▸ YOUR ASSIGNMENT
Without changing anything, output the records below.

__________

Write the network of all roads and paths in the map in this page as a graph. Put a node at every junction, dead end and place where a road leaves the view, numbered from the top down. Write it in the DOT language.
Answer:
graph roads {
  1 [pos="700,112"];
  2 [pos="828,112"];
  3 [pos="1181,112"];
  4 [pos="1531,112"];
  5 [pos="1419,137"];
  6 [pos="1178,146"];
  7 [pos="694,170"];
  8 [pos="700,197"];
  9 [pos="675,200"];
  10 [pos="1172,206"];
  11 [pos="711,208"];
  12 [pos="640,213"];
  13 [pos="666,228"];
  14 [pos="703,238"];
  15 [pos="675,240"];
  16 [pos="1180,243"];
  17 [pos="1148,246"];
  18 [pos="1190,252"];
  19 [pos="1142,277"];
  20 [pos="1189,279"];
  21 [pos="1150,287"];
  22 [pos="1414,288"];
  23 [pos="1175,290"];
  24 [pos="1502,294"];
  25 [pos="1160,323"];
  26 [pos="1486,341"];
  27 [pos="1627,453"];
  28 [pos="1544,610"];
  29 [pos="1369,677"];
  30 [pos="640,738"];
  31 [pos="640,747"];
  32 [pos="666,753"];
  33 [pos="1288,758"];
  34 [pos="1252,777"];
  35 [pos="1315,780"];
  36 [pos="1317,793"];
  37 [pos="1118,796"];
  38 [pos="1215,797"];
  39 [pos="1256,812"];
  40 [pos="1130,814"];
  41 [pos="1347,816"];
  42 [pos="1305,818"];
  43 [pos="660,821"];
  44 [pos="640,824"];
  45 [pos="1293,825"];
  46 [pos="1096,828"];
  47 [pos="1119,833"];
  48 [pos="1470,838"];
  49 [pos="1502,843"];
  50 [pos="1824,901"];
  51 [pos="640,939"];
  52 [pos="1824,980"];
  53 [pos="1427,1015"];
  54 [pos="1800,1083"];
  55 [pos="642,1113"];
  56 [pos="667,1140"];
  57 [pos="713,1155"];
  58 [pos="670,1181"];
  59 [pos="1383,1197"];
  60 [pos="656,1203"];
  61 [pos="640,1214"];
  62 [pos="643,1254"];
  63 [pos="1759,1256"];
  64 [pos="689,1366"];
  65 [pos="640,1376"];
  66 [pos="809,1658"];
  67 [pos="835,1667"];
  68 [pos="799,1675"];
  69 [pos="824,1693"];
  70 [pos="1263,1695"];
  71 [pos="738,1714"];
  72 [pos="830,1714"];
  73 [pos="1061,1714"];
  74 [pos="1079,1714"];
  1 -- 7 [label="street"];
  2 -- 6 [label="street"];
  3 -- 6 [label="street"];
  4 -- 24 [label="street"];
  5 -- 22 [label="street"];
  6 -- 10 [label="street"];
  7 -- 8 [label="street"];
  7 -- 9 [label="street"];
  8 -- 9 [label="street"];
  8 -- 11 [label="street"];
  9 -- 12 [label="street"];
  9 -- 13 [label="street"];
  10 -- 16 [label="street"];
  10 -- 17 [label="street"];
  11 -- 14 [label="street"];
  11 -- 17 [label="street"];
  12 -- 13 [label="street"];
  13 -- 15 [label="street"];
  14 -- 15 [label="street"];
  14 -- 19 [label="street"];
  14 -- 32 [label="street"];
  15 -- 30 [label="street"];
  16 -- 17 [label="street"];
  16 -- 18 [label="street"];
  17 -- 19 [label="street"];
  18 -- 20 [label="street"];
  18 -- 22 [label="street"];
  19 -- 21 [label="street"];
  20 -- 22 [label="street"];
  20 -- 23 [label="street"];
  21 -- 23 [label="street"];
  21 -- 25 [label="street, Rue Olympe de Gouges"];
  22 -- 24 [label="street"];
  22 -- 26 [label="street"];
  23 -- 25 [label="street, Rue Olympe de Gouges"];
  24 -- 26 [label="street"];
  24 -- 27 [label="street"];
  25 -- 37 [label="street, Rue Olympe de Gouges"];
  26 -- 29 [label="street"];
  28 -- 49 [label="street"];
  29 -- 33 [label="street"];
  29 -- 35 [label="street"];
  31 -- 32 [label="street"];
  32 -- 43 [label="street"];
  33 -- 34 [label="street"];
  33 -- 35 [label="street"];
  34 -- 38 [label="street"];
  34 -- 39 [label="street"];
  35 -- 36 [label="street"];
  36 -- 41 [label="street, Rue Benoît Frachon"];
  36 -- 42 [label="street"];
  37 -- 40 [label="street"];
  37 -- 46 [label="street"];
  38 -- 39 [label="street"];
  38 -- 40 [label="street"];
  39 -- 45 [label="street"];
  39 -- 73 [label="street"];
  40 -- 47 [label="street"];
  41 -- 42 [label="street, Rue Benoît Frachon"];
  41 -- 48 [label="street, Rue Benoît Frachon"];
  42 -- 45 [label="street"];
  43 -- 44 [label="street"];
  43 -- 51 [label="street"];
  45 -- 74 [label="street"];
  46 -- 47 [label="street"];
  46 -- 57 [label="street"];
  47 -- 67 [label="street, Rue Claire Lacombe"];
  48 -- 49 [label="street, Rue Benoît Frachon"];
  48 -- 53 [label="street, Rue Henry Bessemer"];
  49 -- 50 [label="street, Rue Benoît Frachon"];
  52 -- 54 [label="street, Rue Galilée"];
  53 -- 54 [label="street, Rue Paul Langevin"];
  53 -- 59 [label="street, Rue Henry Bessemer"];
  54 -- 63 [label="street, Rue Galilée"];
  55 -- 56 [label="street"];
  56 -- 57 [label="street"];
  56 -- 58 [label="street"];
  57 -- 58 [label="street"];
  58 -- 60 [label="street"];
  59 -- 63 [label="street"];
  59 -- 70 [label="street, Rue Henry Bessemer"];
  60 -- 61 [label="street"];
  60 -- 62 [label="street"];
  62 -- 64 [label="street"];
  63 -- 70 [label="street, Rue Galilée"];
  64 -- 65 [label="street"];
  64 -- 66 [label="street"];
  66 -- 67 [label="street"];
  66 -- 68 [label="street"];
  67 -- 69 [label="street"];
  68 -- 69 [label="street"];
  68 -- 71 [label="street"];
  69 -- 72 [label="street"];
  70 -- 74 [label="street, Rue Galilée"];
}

__________

▸ OUTPUT OF THE EXERCISE
Write the network of all roads and paths in the map in this page as a graph. Put a node at every junction, dead end and place where a road leaves the view, numbered from the top down. Write it in the DOT language.
Answer:
graph roads {
  1 [pos="700,112"];
  2 [pos="828,112"];
  3 [pos="1181,112"];
  4 [pos="1531,112"];
  5 [pos="1419,137"];
  6 [pos="1178,146"];
  7 [pos="694,170"];
  8 [pos="700,197"];
  9 [pos="675,200"];
  10 [pos="1172,206"];
  11 [pos="711,208"];
  12 [pos="640,213"];
  13 [pos="666,228"];
  14 [pos="703,238"];
  15 [pos="675,240"];
  16 [pos="1180,243"];
  17 [pos="1148,246"];
  18 [pos="1190,252"];
  19 [pos="1142,277"];
  20 [pos="1189,279"];
  21 [pos="1150,287"];
  22 [pos="1414,288"];
  23 [pos="1175,290"];
  24 [pos="1502,294"];
  25 [pos="1160,323"];
  26 [pos="1486,341"];
  27 [pos="1627,453"];
  28 [pos="1544,610"];
  29 [pos="1369,677"];
  30 [pos="640,738"];
  31 [pos="640,747"];
  32 [pos="666,753"];
  33 [pos="1288,758"];
  34 [pos="1252,777"];
  35 [pos="1315,780"];
  36 [pos="1317,793"];
  37 [pos="1118,796"];
  38 [pos="1215,797"];
  39 [pos="1256,812"];
  40 [pos="1130,814"];
  41 [pos="1347,816"];
  42 [pos="1305,818"];
  43 [pos="660,821"];
  44 [pos="640,824"];
  45 [pos="1293,825"];
  46 [pos="1096,828"];
  47 [pos="1119,833"];
  48 [pos="1470,838"];
  49 [pos="1502,843"];
  50 [pos="1824,901"];
  51 [pos="640,939"];
  52 [pos="1824,980"];
  53 [pos="1427,1015"];
  54 [pos="1800,1083"];
  55 [pos="642,1113"];
  56 [pos="667,1140"];
  57 [pos="713,1155"];
  58 [pos="670,1181"];
  59 [pos="1383,1197"];
  60 [pos="656,1203"];
  61 [pos="640,1214"];
  62 [pos="643,1254"];
  63 [pos="1759,1256"];
  64 [pos="689,1366"];
  65 [pos="640,1376"];
  66 [pos="809,1658"];
  67 [pos="835,1667"];
  68 [pos="799,1675"];
  69 [pos="824,1693"];
  70 [pos="1263,1695"];
  71 [pos="738,1714"];
  72 [pos="830,1714"];
  73 [pos="1061,1714"];
  74 [pos="1079,1714"];
  1 -- 7 [label="street"];
  2 -- 6 [label="street"];
  3 -- 6 [label="street"];
  4 -- 24 [label="street"];
  5 -- 22 [label="street"];
  6 -- 10 [label="street"];
  7 -- 8 [label="street"];
  7 -- 9 [label="street"];
  8 -- 9 [label="street"];
  8 -- 11 [label="street"];
  9 -- 12 [label="street"];
  9 -- 13 [label="street"];
  10 -- 16 [label="street"];
  10 -- 17 [label="street"];
  11 -- 14 [label="street"];
  11 -- 17 [label="street"];
  12 -- 13 [label="street"];
  13 -- 15 [label="street"];
  14 -- 15 [label="street"];
  14 -- 19 [label="street"];
  14 -- 32 [label="street"];
  15 -- 30 [label="street"];
  16 -- 17 [label="street"];
  16 -- 18 [label="street"];
  17 -- 19 [label="street"];
  18 -- 20 [label="street"];
  18 -- 22 [label="street"];
  19 -- 21 [label="street"];
  20 -- 22 [label="street"];
  20 -- 23 [label="street"];
  21 -- 23 [label="street"];
  21 -- 25 [label="street, Rue Olympe de Gouges"];
  22 -- 24 [label="street"];
  22 -- 26 [label="street"];
  23 -- 25 [label="street, Rue Olympe de Gouges"];
  24 -- 26 [label="street"];
  24 -- 27 [label="street"];
  25 -- 37 [label="street, Rue Olympe de Gouges"];
  26 -- 29 [label="street"];
  28 -- 49 [label="street"];
  29 -- 33 [label="street"];
  29 -- 35 [label="street"];
  31 -- 32 [label="street"];
  32 -- 43 [label="street"];
  33 -- 34 [label="street"];
  33 -- 35 [label="street"];
  34 -- 38 [label="street"];
  34 -- 39 [label="street"];
  35 -- 36 [label="street"];
  36 -- 41 [label="street, Rue Benoît Frachon"];
  36 -- 42 [label="street"];
  37 -- 40 [label="street"];
  37 -- 46 [label="street"];
  38 -- 39 [label="street"];
  38 -- 40 [label="street"];
  39 -- 45 [label="street"];
  39 -- 73 [label="street"];
  40 -- 47 [label="street"];
  41 -- 42 [label="street, Rue Benoît Frachon"];
  41 -- 48 [label="street, Rue Benoît Frachon"];
  42 -- 45 [label="street"];
  43 -- 44 [label="street"];
  43 -- 51 [label="street"];
  45 -- 74 [label="street"];
  46 -- 47 [label="street"];
  46 -- 57 [label="street"];
  47 -- 67 [label="street, Rue Claire Lacombe"];
  48 -- 49 [label="street, Rue Benoît Frachon"];
  48 -- 53 [label="street, Rue Henry Bessemer"];
  49 -- 50 [label="street, Rue Benoît Frachon"];
  52 -- 54 [label="street, Rue Galilée"];
  53 -- 54 [label="street, Rue Paul Langevin"];
  53 -- 59 [label="street, Rue Henry Bessemer"];
  54 -- 63 [label="street, Rue Galilée"];
  55 -- 56 [label="street"];
  56 -- 57 [label="street"];
  56 -- 58 [label="street"];
  57 -- 58 [label="street"];
  58 -- 60 [label="street"];
  59 -- 63 [label="street"];
  59 -- 70 [label="street, Rue Henry Bessemer"];
  60 -- 61 [label="street"];
  60 -- 62 [label="street"];
  62 -- 64 [label="street"];
  63 -- 70 [label="street, Rue Galilée"];
  64 -- 65 [label="street"];
  64 -- 66 [label="street"];
  66 -- 67 [label="street"];
  66 -- 68 [label="street"];
  67 -- 69 [label="street"];
  68 -- 69 [label="street"];
  68 -- 71 [label="street"];
  69 -- 72 [label="street"];
  70 -- 74 [label="street, Rue Galilée"];
}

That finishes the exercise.